Draft legislation: Taxation of coronavirus (COVID-19) support payments

HMRC is inviting views on the technical effectiveness of this measure, which ensures that grants within the legislation are subject to tax. These grants are treated as income where the business is within the scope of either Income Tax or Corporation Tax. Whether or not any tax is paid will depend on the business profits of the grant recipient (taking into account the grant and other business income and expenditure under normal tax rules), any other taxable income they may have and their personal and any other allowances to which they are entitled.

The consultation closes on 12 June 2020.

The legislation will apply to individuals, businesses, individual members of a partnership and employers who receive or apply for a payment from:

  • Self-Employment Income Support Scheme (SEISS)
  • Coronavirus Job Retention Scheme (CJRS)
  • the Small Business Grant Fund (SBGF), the Retail, Hospitality and Leisure Grant Fund (RHLGF), the Discretionary Grant Fund (DGF), or their parallel schemes in the devolved administrations
  • other payments made by public authorities to businesses in response to COVID-19
  • any other COVID-19 support scheme specified or described in regulations made by the Treasury

The measure provides for a delegated power to make provision about its application to a particular grant scheme.

It will also give HM Revenue and Customs (HMRC) powers to recover payments to which recipients were not entitled to under the Self-Employment Income Support Scheme or the Coronavirus Job Retention Scheme payment or where a Coronavirus Job Retention Scheme payment has not been used to pay employees, make pensions contributions, pay PAYE or National Insurance contributions. HMRC will be able to do this by raising Income Tax assessments or requiring taxpayers to submit a Self Assessment tax return.

HMRC will also be able to charge a penalty in cases of deliberate non-compliance.
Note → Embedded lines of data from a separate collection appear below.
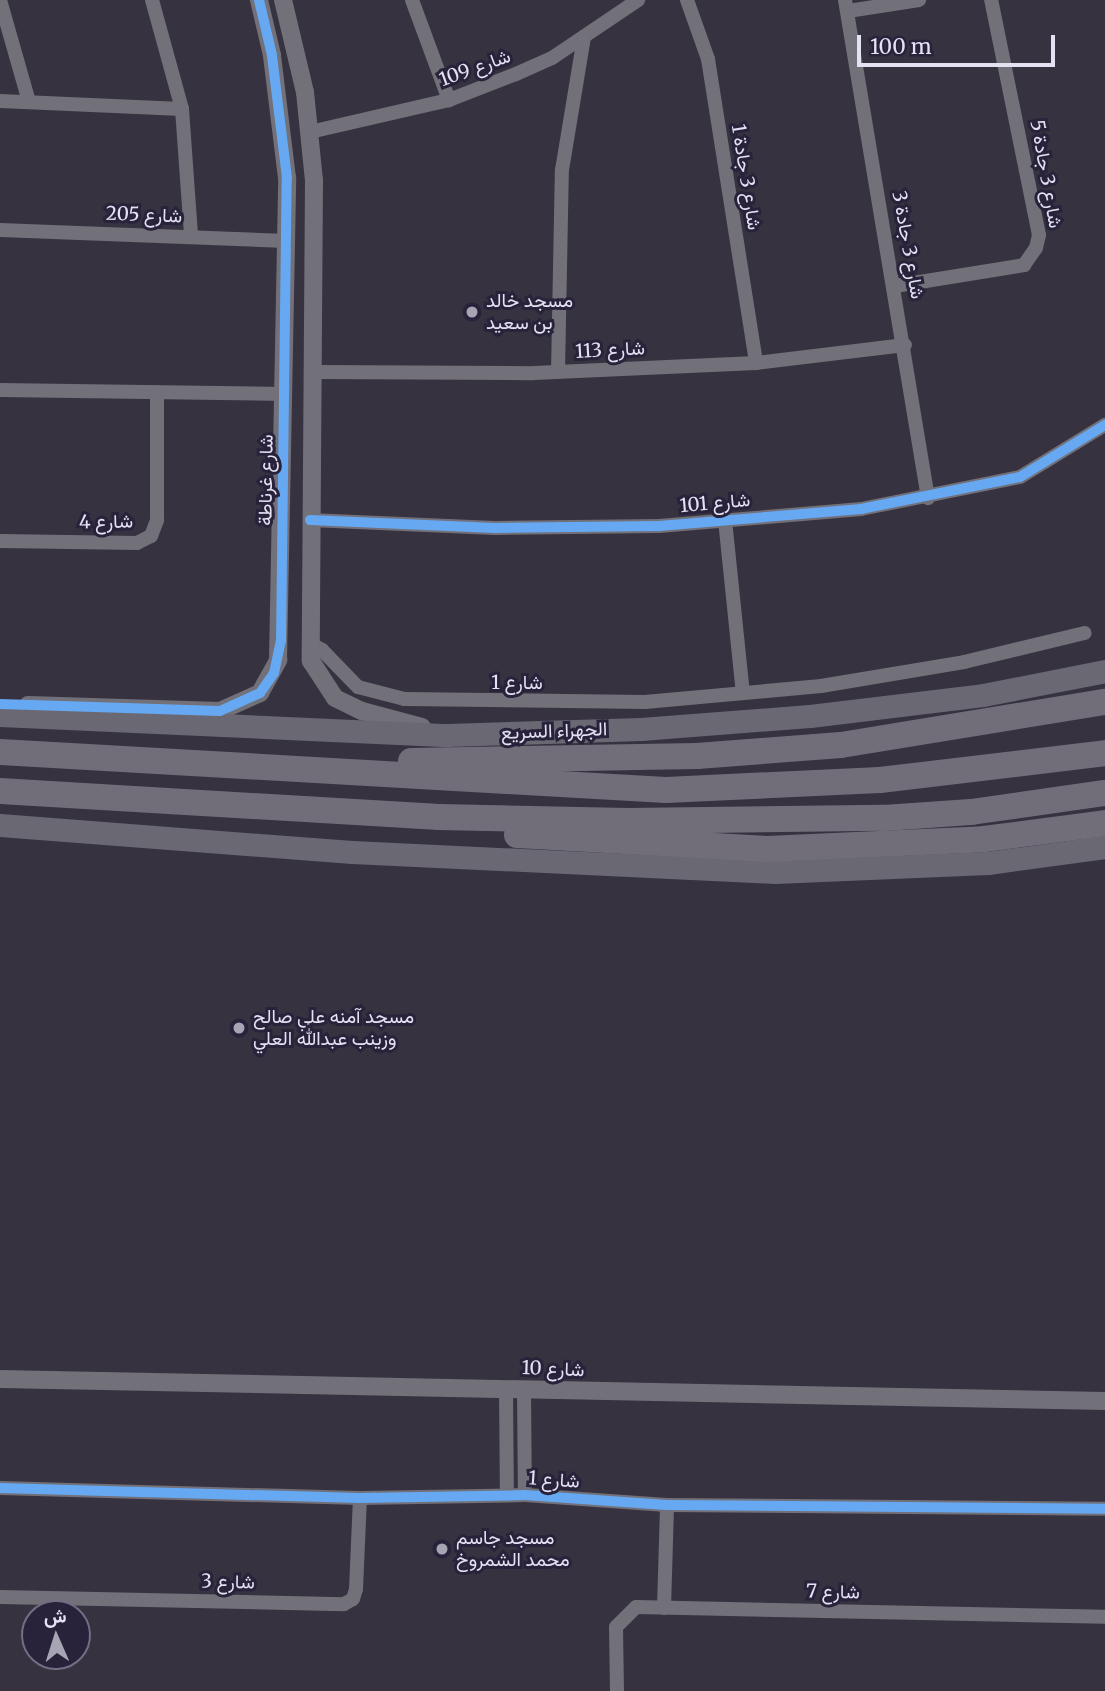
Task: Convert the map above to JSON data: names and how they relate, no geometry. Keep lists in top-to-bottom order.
{
  "streets": {
    "main road": ["الجهراء السريع"],
    "street": [
      "شارع 109",
      "شارع 3 جادة 5",
      "شارع 3 جادة 1",
      "شارع 205",
      "شارع 3 جادة 3",
      "شارع 113",
      "شارع غرناطة",
      "شارع 101",
      "شارع 4",
      "شارع 1",
      "شارع 10",
      "شارع 3",
      "شارع 7"
    ]
  },
  "crossings": [
    ["شارع 3 جادة 5", "شارع 3 جادة 3"],
    ["شارع 3 جادة 1", "شارع 113"],
    ["شارع 205", "شارع غرناطة"],
    ["شارع 3 جادة 3", "شارع 113"],
    ["شارع 3 جادة 3", "شارع 101"],
    ["شارع 1", "شارع 10"],
    ["شارع 1", "شارع 3"]
  ],
  "places": ["مسجد خالد بن سعيد", "مسجد آمنه علي صالح وزينب عبدالله العلي", "مسجد جاسم محمد الشمروخ"],
  "scale_bar": "100 m",
  "north": "top"
}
Further provisions may be included in the final new clause and schedule when tabled.

Subparagraph 5 provides that where income tax is charged under paragraph 6(1), the exemption and income condition for charitable trusts in sections 527 and 528 of
Income Tax Act (ITA) 2007 will have effect as if paragraph 6(1) were a provision to which section 1016 of that Act applies.

Therefore it is hoped that where grants paid to charities are taxable usual corporation tax exemptions would apply and mean no tax was payable, but you would always be encouraged to seek professional advice to confirm your own position. Where appropriate returns may be required.